Détenteur d'une bourse offerte par le gouvernement égyptien, en
collaboration avec le ministère de l'Éducation du Québec, Simon suit
actuellement – et jusqu'au mois de mai – des cours à l'Université du Caire.
«La bourse défraie l'ensemble de mes dépenses là-bas, précise-t-il. C'est un
coup de pouce extraordinaire. Le gouvernement m'offrait même un logement,
mais j'ai refusé. J'ai plutôt choisi de me trouver moi-même une chambre dans
un quartier populaire, car je veux m'imprégner des gens, de la culture. Je
veux adopter leur rythme de vie, vivre à leur façon, avec leurs visions.

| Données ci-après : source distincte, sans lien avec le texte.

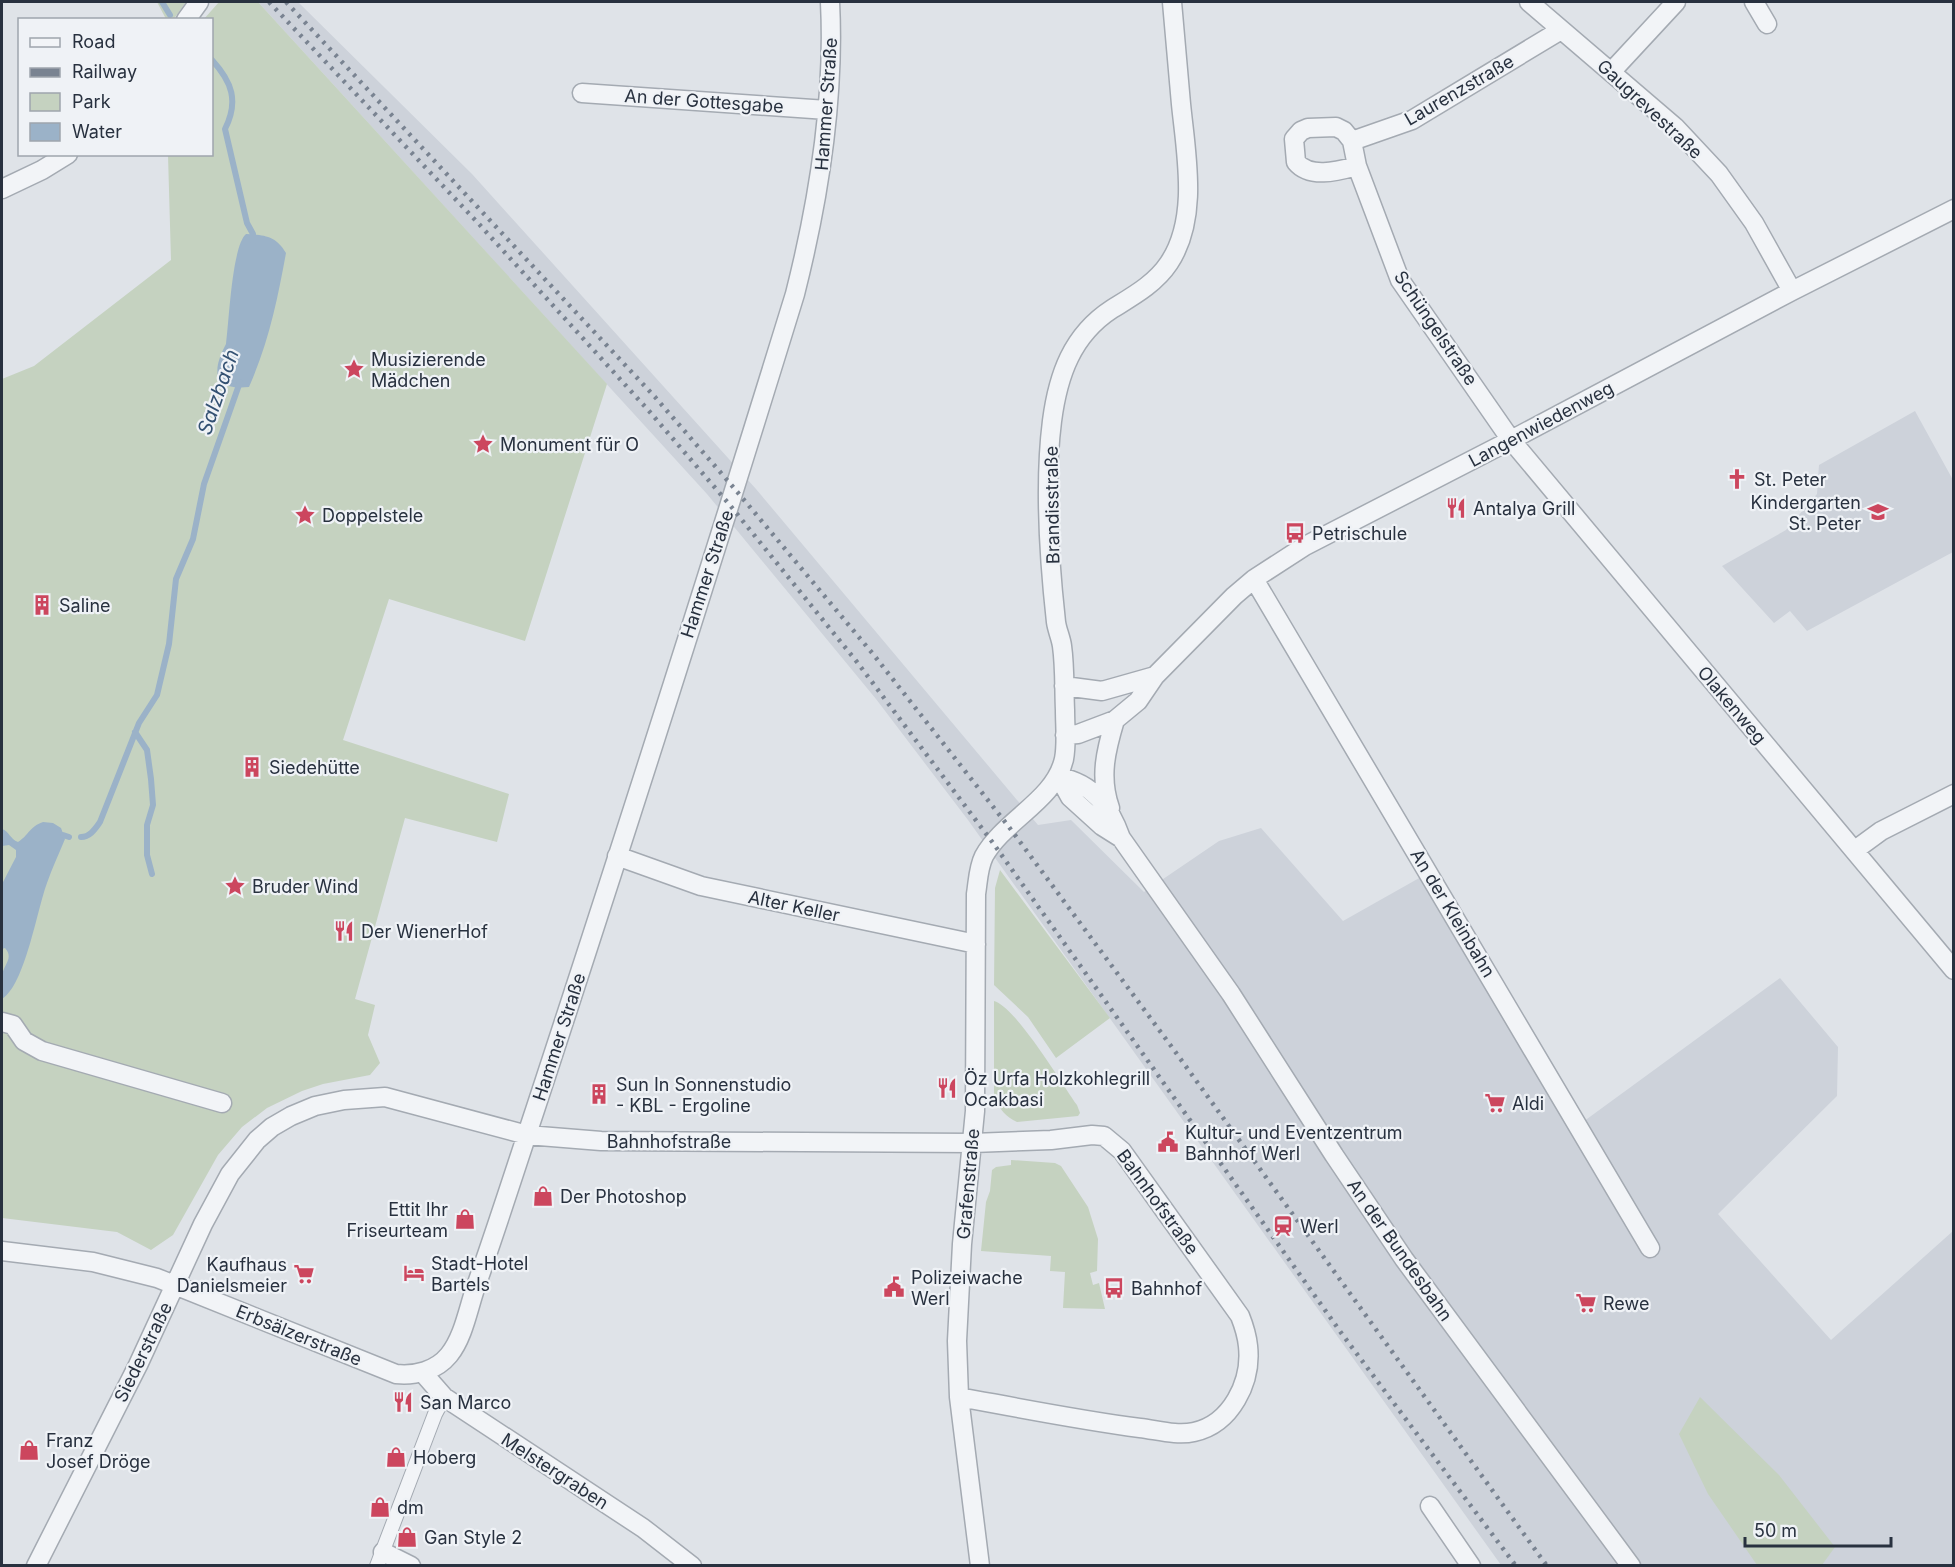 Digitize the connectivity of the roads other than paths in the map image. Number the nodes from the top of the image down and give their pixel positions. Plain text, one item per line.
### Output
1 (199, 2) edge
2 (830, 2) edge
3 (1172, 2) edge
4 (1529, 2) edge
5 (1676, 2) edge
6 (1754, 2) edge
7 (187, 18) edge
8 (1767, 24) dead end
9 (1561, 30) junction
10 (1612, 71) junction
11 (582, 93) dead end
12 (827, 110) junction
13 (1352, 141) junction
14 (65, 156) edge
15 (1357, 166) junction
16 (2, 189) edge
17 (1953, 209) edge
18 (1792, 291) junction
19 (1511, 440) junction
20 (1254, 579) junction
21 (1155, 676) junction
22 (1064, 686) junction
23 (1115, 720) junction
24 (1065, 735) junction
25 (1059, 777) junction
26 (1953, 794) edge
27 (1114, 818) junction
28 (1121, 838) junction
29 (1855, 850) junction
30 (616, 856) junction
31 (976, 945) junction
32 (1953, 970) edge
33 (2, 1022) edge
34 (222, 1102) dead end
35 (527, 1135) junction
36 (973, 1143) junction
37 (1650, 1248) dead end
38 (2, 1251) edge
39 (176, 1285) junction
40 (423, 1372) junction
41 (444, 1397) junction
42 (959, 1397) junction
43 (1430, 1506) dead end
44 (380, 1559) edge
45 (36, 1566) edge
46 (411, 1566) edge
47 (692, 1566) edge
48 (980, 1566) edge
49 (1471, 1566) edge
50 (1630, 1566) edge

1 - 7 street
2 - 12 street, Hammer Straße
3 - 22 street, Brandisstraße
4 - 9 street, Gaugrevestraße
5 - 10 street
6 - 8 street
9 - 10 street, Gaugrevestraße
9 - 13 street, Laurenzstraße
10 - 18 street, Gaugrevestraße
11 - 12 street, An der Gottesgabe
12 - 30 street, Hammer Straße
13 - 15 street, Schüngelstraße
13 - 15 street
14 - 16 street
15 - 19 street, Schüngelstraße
17 - 18 street, Langenwiedenweg
18 - 19 street, Langenwiedenweg
19 - 20 street, Langenwiedenweg
19 - 29 street, Olakenweg
20 - 21 street, Langenwiedenweg
20 - 37 street, An der Kleinbahn
21 - 22 street, Langenwiedenweg
21 - 23 street, Langenwiedenweg
22 - 24 street, Brandisstraße
23 - 24 street, Langenwiedenweg
23 - 27 street
24 - 25 street
25 - 27 street, An der Bundesbahn
25 - 28 street, An der Bundesbahn
25 - 31 street
26 - 29 street
27 - 28 street, An der Bundesbahn
28 - 50 street, An der Bundesbahn
29 - 32 street, Olakenweg
30 - 31 street, Alter Keller
30 - 35 street, Hammer Straße
31 - 36 street, Grafenstraße
33 - 34 street
35 - 36 street, Bahnhofstraße
35 - 39 street, Siederstraße
35 - 40 street, Hammer Straße
36 - 42 street, Grafenstraße
36 - 42 street, Bahnhofstraße
38 - 39 street, Erbsälzerstraße
39 - 40 street, Erbsälzerstraße
39 - 45 street, Siederstraße
40 - 41 street, Melstergraben
41 - 44 street
41 - 47 street, Melstergraben
42 - 48 street, Grafenstraße
43 - 49 street
44 - 46 street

Bref, je veux m'abandonner complètement à ce pays plusieurs fois
millénaire.»
En plus des cours qu'il suivra et de la vie de quartier dans
laquelle il promet de s'investir à fond, Simon prévoit se rendre en région,
plus particulièrement dans le sud du pays. «Je veux aussi voyager dans les
terres, indique-t-il. J'ai déjà visité le nord du pays, lors de mon premier
séjour, maintenant je veux m'attaquer à la haute Égypte.» Un projet
ambitieux, considérant que la ville du Caire, fondée il y a plus de mille
ans, offre à elle seule mille et une découvertes. «La ville est immense,
lance Simon. Elle est tellement grande que les autorités ignorent de combien
de personnes elle est peuplée exactement. Ça jouerait entre 18 et 24
millions d'habitants.»
D'une rupture à l'autre
Pour Simon, c'est l'évidence même : en ce début de millénaire,
l'Égypte est un pays qui se cherche, qui cherche sa voie vers la modernité,
tant économique et sociopolitique que morale. «À mon sens, prophétise
l'étudiant, il y a une zone de rupture à l'horizon, et cette rupture devrait
survenir lorsque le président actuel, Hosni Moubarak, quittera la
présidence. Dès lors l'Égypte devrait changer de visage.» Moubarak gouverne
le pays presque sans partage depuis 1981, année où a été perpétré
l'assassinat de son prédécesseur, Anouar el-Sadate. Il est âgé de 75 ans.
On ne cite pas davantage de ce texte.